====== THE INPUT ======

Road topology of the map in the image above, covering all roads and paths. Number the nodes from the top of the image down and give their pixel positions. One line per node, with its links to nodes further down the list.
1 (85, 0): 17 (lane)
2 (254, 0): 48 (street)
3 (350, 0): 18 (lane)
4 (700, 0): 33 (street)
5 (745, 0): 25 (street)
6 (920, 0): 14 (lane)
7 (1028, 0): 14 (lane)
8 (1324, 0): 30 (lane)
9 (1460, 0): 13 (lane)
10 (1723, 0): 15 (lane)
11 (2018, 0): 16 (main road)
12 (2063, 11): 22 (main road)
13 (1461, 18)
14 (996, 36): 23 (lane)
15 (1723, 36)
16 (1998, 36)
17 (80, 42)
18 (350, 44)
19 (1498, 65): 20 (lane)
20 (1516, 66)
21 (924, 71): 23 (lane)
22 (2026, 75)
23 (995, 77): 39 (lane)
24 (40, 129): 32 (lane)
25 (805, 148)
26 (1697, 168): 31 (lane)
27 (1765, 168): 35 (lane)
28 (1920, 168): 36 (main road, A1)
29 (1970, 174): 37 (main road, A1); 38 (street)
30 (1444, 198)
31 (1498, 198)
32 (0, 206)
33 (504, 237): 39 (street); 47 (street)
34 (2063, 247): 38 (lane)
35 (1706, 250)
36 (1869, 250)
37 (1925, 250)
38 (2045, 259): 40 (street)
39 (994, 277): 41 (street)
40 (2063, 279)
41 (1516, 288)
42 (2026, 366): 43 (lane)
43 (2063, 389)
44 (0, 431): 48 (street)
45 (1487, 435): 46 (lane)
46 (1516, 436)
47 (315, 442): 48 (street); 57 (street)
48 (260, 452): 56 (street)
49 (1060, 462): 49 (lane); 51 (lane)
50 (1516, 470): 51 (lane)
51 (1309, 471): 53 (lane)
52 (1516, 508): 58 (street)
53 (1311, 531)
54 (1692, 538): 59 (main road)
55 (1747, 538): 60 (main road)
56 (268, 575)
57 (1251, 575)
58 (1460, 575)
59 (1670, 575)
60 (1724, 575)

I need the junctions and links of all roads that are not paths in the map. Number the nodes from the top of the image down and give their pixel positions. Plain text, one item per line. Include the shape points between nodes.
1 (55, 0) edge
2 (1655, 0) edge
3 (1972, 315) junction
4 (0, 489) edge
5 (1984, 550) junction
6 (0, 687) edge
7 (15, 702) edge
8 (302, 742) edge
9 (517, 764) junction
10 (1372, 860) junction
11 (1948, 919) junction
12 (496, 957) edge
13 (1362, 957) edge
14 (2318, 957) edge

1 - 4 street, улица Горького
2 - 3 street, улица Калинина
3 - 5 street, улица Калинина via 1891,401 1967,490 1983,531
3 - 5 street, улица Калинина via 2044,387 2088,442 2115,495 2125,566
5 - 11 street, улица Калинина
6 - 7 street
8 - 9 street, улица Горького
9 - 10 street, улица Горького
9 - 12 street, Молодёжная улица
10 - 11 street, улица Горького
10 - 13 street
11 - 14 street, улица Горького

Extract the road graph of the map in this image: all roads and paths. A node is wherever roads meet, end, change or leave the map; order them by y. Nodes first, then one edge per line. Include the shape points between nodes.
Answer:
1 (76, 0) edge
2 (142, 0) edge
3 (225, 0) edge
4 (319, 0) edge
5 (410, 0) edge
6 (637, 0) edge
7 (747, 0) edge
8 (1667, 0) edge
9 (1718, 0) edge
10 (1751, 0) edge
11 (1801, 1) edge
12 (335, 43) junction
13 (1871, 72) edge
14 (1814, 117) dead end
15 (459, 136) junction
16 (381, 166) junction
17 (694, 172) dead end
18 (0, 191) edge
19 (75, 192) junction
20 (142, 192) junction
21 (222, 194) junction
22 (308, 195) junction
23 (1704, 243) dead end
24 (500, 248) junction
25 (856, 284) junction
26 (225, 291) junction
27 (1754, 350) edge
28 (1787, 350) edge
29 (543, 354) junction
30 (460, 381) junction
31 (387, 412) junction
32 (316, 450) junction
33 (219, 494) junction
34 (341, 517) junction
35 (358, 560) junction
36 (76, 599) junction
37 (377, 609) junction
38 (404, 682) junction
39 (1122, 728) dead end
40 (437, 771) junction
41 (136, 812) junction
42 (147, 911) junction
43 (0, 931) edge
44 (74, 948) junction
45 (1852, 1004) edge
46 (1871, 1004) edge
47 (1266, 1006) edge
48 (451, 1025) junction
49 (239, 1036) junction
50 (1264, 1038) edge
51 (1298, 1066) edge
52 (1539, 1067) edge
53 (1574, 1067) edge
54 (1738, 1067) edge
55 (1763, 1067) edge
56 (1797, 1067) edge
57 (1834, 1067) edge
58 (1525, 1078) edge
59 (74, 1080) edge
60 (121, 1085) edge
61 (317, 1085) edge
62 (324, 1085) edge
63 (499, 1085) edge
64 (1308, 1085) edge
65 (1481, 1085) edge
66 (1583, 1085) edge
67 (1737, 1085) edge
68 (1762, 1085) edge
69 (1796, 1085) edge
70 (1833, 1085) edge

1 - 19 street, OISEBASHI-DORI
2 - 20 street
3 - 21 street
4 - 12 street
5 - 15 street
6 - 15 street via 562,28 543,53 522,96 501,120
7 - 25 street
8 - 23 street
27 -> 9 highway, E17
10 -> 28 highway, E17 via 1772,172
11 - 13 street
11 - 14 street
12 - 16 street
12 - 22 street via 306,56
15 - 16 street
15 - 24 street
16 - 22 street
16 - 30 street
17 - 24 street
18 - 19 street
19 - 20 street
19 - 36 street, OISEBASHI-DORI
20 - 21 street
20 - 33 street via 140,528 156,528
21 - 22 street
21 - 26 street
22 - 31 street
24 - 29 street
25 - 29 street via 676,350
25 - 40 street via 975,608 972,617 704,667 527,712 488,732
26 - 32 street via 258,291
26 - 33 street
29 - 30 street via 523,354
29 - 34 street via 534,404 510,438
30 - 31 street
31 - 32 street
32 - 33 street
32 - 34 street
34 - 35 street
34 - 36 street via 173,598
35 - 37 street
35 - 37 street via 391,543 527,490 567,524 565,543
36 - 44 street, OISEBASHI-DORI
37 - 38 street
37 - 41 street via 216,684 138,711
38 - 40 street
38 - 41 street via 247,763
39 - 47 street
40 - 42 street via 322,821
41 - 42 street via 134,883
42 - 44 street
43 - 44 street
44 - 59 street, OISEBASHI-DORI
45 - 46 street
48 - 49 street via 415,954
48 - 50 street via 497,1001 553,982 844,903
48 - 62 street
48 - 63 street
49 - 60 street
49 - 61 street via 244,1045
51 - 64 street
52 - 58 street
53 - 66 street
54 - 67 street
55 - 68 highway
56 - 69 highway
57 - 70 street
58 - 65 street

======

▶ _REQUIRED ACTION_:
Copy all of the listing above exactly, please.

▶ _SOLUTION TO THIS PROBLEM_:
Road topology of the map in the image above, covering all roads and paths. Number the nodes from the top of the image down and give their pixel positions. One line per node, with its links to nodes further down the list.
1 (85, 0): 17 (lane)
2 (254, 0): 48 (street)
3 (350, 0): 18 (lane)
4 (700, 0): 33 (street)
5 (745, 0): 25 (street)
6 (920, 0): 14 (lane)
7 (1028, 0): 14 (lane)
8 (1324, 0): 30 (lane)
9 (1460, 0): 13 (lane)
10 (1723, 0): 15 (lane)
11 (2018, 0): 16 (main road)
12 (2063, 11): 22 (main road)
13 (1461, 18)
14 (996, 36): 23 (lane)
15 (1723, 36)
16 (1998, 36)
17 (80, 42)
18 (350, 44)
19 (1498, 65): 20 (lane)
20 (1516, 66)
21 (924, 71): 23 (lane)
22 (2026, 75)
23 (995, 77): 39 (lane)
24 (40, 129): 32 (lane)
25 (805, 148)
26 (1697, 168): 31 (lane)
27 (1765, 168): 35 (lane)
28 (1920, 168): 36 (main road, A1)
29 (1970, 174): 37 (main road, A1); 38 (street)
30 (1444, 198)
31 (1498, 198)
32 (0, 206)
33 (504, 237): 39 (street); 47 (street)
34 (2063, 247): 38 (lane)
35 (1706, 250)
36 (1869, 250)
37 (1925, 250)
38 (2045, 259): 40 (street)
39 (994, 277): 41 (street)
40 (2063, 279)
41 (1516, 288)
42 (2026, 366): 43 (lane)
43 (2063, 389)
44 (0, 431): 48 (street)
45 (1487, 435): 46 (lane)
46 (1516, 436)
47 (315, 442): 48 (street); 57 (street)
48 (260, 452): 56 (street)
49 (1060, 462): 49 (lane); 51 (lane)
50 (1516, 470): 51 (lane)
51 (1309, 471): 53 (lane)
52 (1516, 508): 58 (street)
53 (1311, 531)
54 (1692, 538): 59 (main road)
55 (1747, 538): 60 (main road)
56 (268, 575)
57 (1251, 575)
58 (1460, 575)
59 (1670, 575)
60 (1724, 575)

I need the junctions and links of all roads that are not paths in the map. Number the nodes from the top of the image down and give their pixel positions. Plain text, one item per line. Include the shape points between nodes.
1 (55, 0) edge
2 (1655, 0) edge
3 (1972, 315) junction
4 (0, 489) edge
5 (1984, 550) junction
6 (0, 687) edge
7 (15, 702) edge
8 (302, 742) edge
9 (517, 764) junction
10 (1372, 860) junction
11 (1948, 919) junction
12 (496, 957) edge
13 (1362, 957) edge
14 (2318, 957) edge

1 - 4 street, улица Горького
2 - 3 street, улица Калинина
3 - 5 street, улица Калинина via 1891,401 1967,490 1983,531
3 - 5 street, улица Калинина via 2044,387 2088,442 2115,495 2125,566
5 - 11 street, улица Калинина
6 - 7 street
8 - 9 street, улица Горького
9 - 10 street, улица Горького
9 - 12 street, Молодёжная улица
10 - 11 street, улица Горького
10 - 13 street
11 - 14 street, улица Горького

Extract the road graph of the map in this image: all roads and paths. A node is wherever roads meet, end, change or leave the map; order them by y. Nodes first, then one edge per line. Include the shape points between nodes.
Answer:
1 (76, 0) edge
2 (142, 0) edge
3 (225, 0) edge
4 (319, 0) edge
5 (410, 0) edge
6 (637, 0) edge
7 (747, 0) edge
8 (1667, 0) edge
9 (1718, 0) edge
10 (1751, 0) edge
11 (1801, 1) edge
12 (335, 43) junction
13 (1871, 72) edge
14 (1814, 117) dead end
15 (459, 136) junction
16 (381, 166) junction
17 (694, 172) dead end
18 (0, 191) edge
19 (75, 192) junction
20 (142, 192) junction
21 (222, 194) junction
22 (308, 195) junction
23 (1704, 243) dead end
24 (500, 248) junction
25 (856, 284) junction
26 (225, 291) junction
27 (1754, 350) edge
28 (1787, 350) edge
29 (543, 354) junction
30 (460, 381) junction
31 (387, 412) junction
32 (316, 450) junction
33 (219, 494) junction
34 (341, 517) junction
35 (358, 560) junction
36 (76, 599) junction
37 (377, 609) junction
38 (404, 682) junction
39 (1122, 728) dead end
40 (437, 771) junction
41 (136, 812) junction
42 (147, 911) junction
43 (0, 931) edge
44 (74, 948) junction
45 (1852, 1004) edge
46 (1871, 1004) edge
47 (1266, 1006) edge
48 (451, 1025) junction
49 (239, 1036) junction
50 (1264, 1038) edge
51 (1298, 1066) edge
52 (1539, 1067) edge
53 (1574, 1067) edge
54 (1738, 1067) edge
55 (1763, 1067) edge
56 (1797, 1067) edge
57 (1834, 1067) edge
58 (1525, 1078) edge
59 (74, 1080) edge
60 (121, 1085) edge
61 (317, 1085) edge
62 (324, 1085) edge
63 (499, 1085) edge
64 (1308, 1085) edge
65 (1481, 1085) edge
66 (1583, 1085) edge
67 (1737, 1085) edge
68 (1762, 1085) edge
69 (1796, 1085) edge
70 (1833, 1085) edge

1 - 19 street, OISEBASHI-DORI
2 - 20 street
3 - 21 street
4 - 12 street
5 - 15 street
6 - 15 street via 562,28 543,53 522,96 501,120
7 - 25 street
8 - 23 street
27 -> 9 highway, E17
10 -> 28 highway, E17 via 1772,172
11 - 13 street
11 - 14 street
12 - 16 street
12 - 22 street via 306,56
15 - 16 street
15 - 24 street
16 - 22 street
16 - 30 street
17 - 24 street
18 - 19 street
19 - 20 street
19 - 36 street, OISEBASHI-DORI
20 - 21 street
20 - 33 street via 140,528 156,528
21 - 22 street
21 - 26 street
22 - 31 street
24 - 29 street
25 - 29 street via 676,350
25 - 40 street via 975,608 972,617 704,667 527,712 488,732
26 - 32 street via 258,291
26 - 33 street
29 - 30 street via 523,354
29 - 34 street via 534,404 510,438
30 - 31 street
31 - 32 street
32 - 33 street
32 - 34 street
34 - 35 street
34 - 36 street via 173,598
35 - 37 street
35 - 37 street via 391,543 527,490 567,524 565,543
36 - 44 street, OISEBASHI-DORI
37 - 38 street
37 - 41 street via 216,684 138,711
38 - 40 street
38 - 41 street via 247,763
39 - 47 street
40 - 42 street via 322,821
41 - 42 street via 134,883
42 - 44 street
43 - 44 street
44 - 59 street, OISEBASHI-DORI
45 - 46 street
48 - 49 street via 415,954
48 - 50 street via 497,1001 553,982 844,903
48 - 62 street
48 - 63 street
49 - 60 street
49 - 61 street via 244,1045
51 - 64 street
52 - 58 street
53 - 66 street
54 - 67 street
55 - 68 highway
56 - 69 highway
57 - 70 street
58 - 65 street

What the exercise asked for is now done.